Having tasted the flexibility and commute-less convenience of working from home, a section of white-collar employees do not want to return to offices at all even after the pandemic ends, prompting many to consider changing jobs if forced to return.
While it's still early days as companies have not started calling employees back, metros Delhi and Mumbai, which house several big firms, have decided to allow private offices to function at 50 per cent capacity.
Pandemic or not, what's the point of wasting so much time commuting when the job can be done from home and in a more productive way, employees ask.
"I don't have to set aside time to get ready for work, book a cab or travel to work. I save around three hours of commute time, which is huge in a 9-5 working day," said a Delhi-based user experience designer working with a leading e-commerce app.
Working from home (WFH) also saves her time spent on longer lunches with colleagues, lets her nap when she wants to and gives her a comfortable environment to work in, she adds. "Ours was an open plan office and we had to find a seat for ourselves every day."
"I will definitely leave if they force me to return. I'm already looking for options anyway." She is confident that the UX design industry has plenty of opportunities, with remote work opening up opportunities abroad as well. "I'm sure some company will be willing to offer me remote working."
Not many may quit at once when asked to return to office, but several of them BT spoke to said they would renegotiate working arrangements with the HR manager. If all else fails, looking for another job, which permits remote work is the way ahead, employees admitted.
"If asked to come back, I have to go back. But there is the option of finding another job in Bengaluru with remote options. The next job I look for will definitely be one with a remote option," said a 26-year-old investment manager, who has moved to Mandya, a small town some 120 kilometres away from Bengaluru, to be with his family.
"I used to travel for 3 hours on an average every day for work. I give that time to family and personal needs."
Just before the second wave of the pandemic took over the country in April, major companies had begun chalking up plans to call employees back. But the resistance from employees may require companies to rethink their strategies this time around in order to avoid costly attrition.
To be sure, those open to switching jobs belong to fields such as IT, e-commerce, marketing, investment management, user interface design, data sciences etc, whose digital quotient makes them suitable for remote working.
These professional areas also see a much better job market, despite the pandemic, compared to other industries like manufacturing, travel and tourism among others. Meanwhile, there are still several jobs that require physical presence in the office.
A latest CMIE report pegs 15 million jobs were lost in May 2021 alone. This is second only to April 2020 when 114 million jobs were lost during a complete nationwide lockdown. But hiring has not picked up uniformly across sectors, experts said.
Further, still others prefer going to office once the pandemic wanes because WFH has blurred lines between work and life, sucked out the scope for social connections, networking and organic and informal learning. Yet, several women, especially working mothers, said the flexibility that WFH has afforded them trumps the many disadvantages it has brought in.
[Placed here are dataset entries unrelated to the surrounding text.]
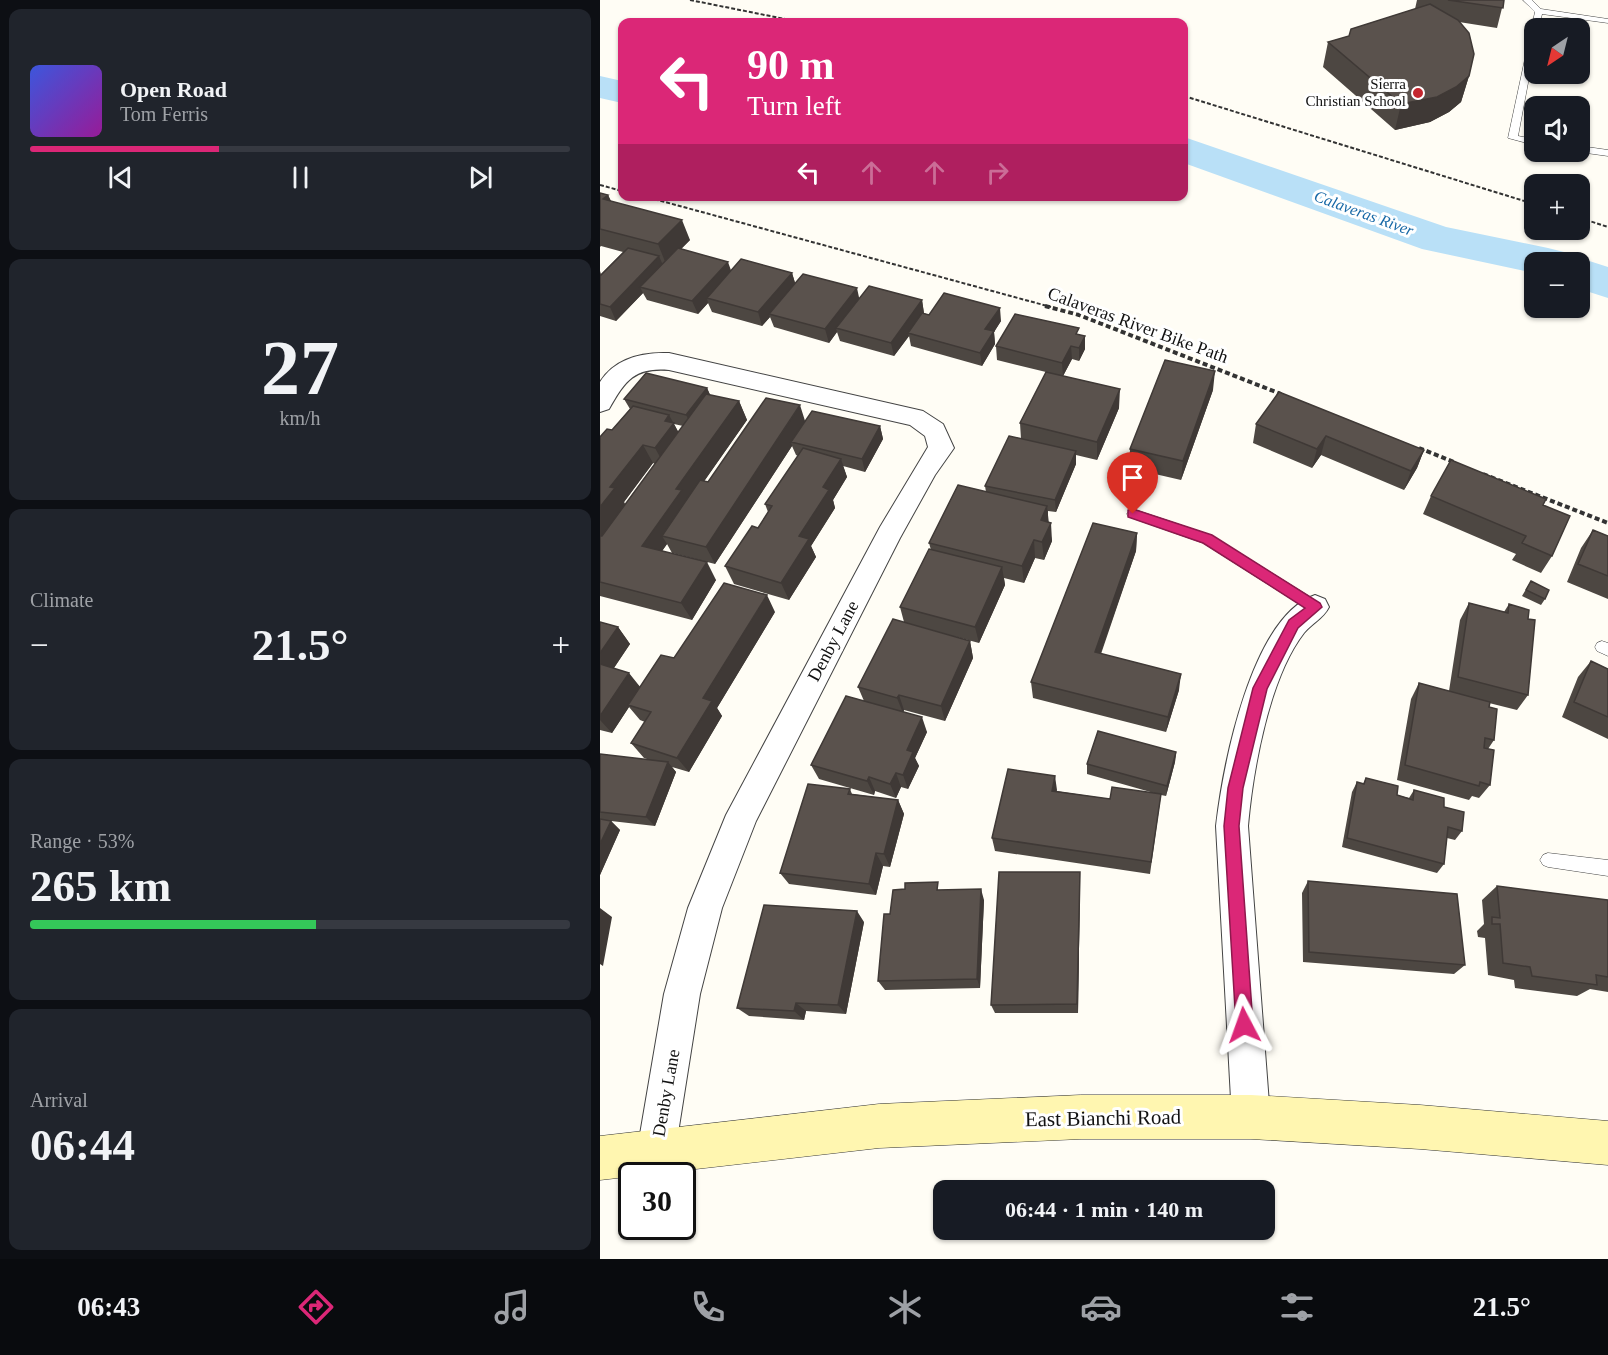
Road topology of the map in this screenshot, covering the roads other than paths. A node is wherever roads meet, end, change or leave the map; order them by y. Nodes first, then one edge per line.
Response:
1 (1527, 0) edge
2 (1539, 11) junction
3 (1538, 18) edge
4 (1608, 21) edge
5 (1524, 84) edge
6 (1524, 140) edge
7 (1590, 150) edge
8 (1608, 153) edge
9 (600, 403) edge
10 (1133, 514) dead end
11 (1315, 607) joint
12 (1548, 860) dead end
13 (1608, 867) edge
14 (1251, 1117) junction
15 (1608, 1143) edge
16 (656, 1152) junction
17 (600, 1158) edge

1 - 2 lane
2 - 3 lane
2 - 4 lane
5 - 6 lane
7 - 8 lane
9 - 16 street, Denby Lane
10 - 11 lane
11 - 14 street
12 - 13 lane
14 - 15 street, East Bianchi Road
14 - 16 street, East Bianchi Road
16 - 17 street, East Bianchi Road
A 35-year-old data scientist with a leading oil and gas company calls it a difficult option if asked to return to office. She has had to take a few career breaks already because of her husband's transferable job and to care for her 5-year-old. She moved to Mumbai a few months ago, while her workplace is in Chennai.
"I am keen on progressing in my career. So, I'll forfeit 5-10% of my pay to continue WFH until I find another job that permits remote working for a long time, if it comes to that. Besides, data sciences is a thriving field. I'll find another job," she said.
ABC Consultants managing director Shiv Agrawal said he has been seeing many requests on professional networking site LinkedIn for fully remote roles, which was not the case before. "Typically, manufacturing firms will lead the pack in calling employees even in non-factory roles back to office because that's what happened in the previous wave. But mostly, it will depend on how leaders of the organisation think."
Also read: How Productive is Work From Home?
Meanwhile, recruiting firm Randstad India has seen a trend of borderless employment opportunities, where in the past few months employees have asked if they can work for a company abroad but remotely. "These are for mid- and senior-level roles in Europe, North America, Singapore and Hong Kong across the entire gamut of tech roles like AI, app development, machine learning, creative roles like web design, consulting, functional roles like HR, marketing and communications," said Sanjay Shetty, head of strategic account management.
But he said employees quitting because of lack of remote working options is unlikely to hit attrition rates because most organisations will be considerate and accommodative. "In a post-pandemic world, less than 35-40 per cent of the entire workforce in India may be fully remote," he said.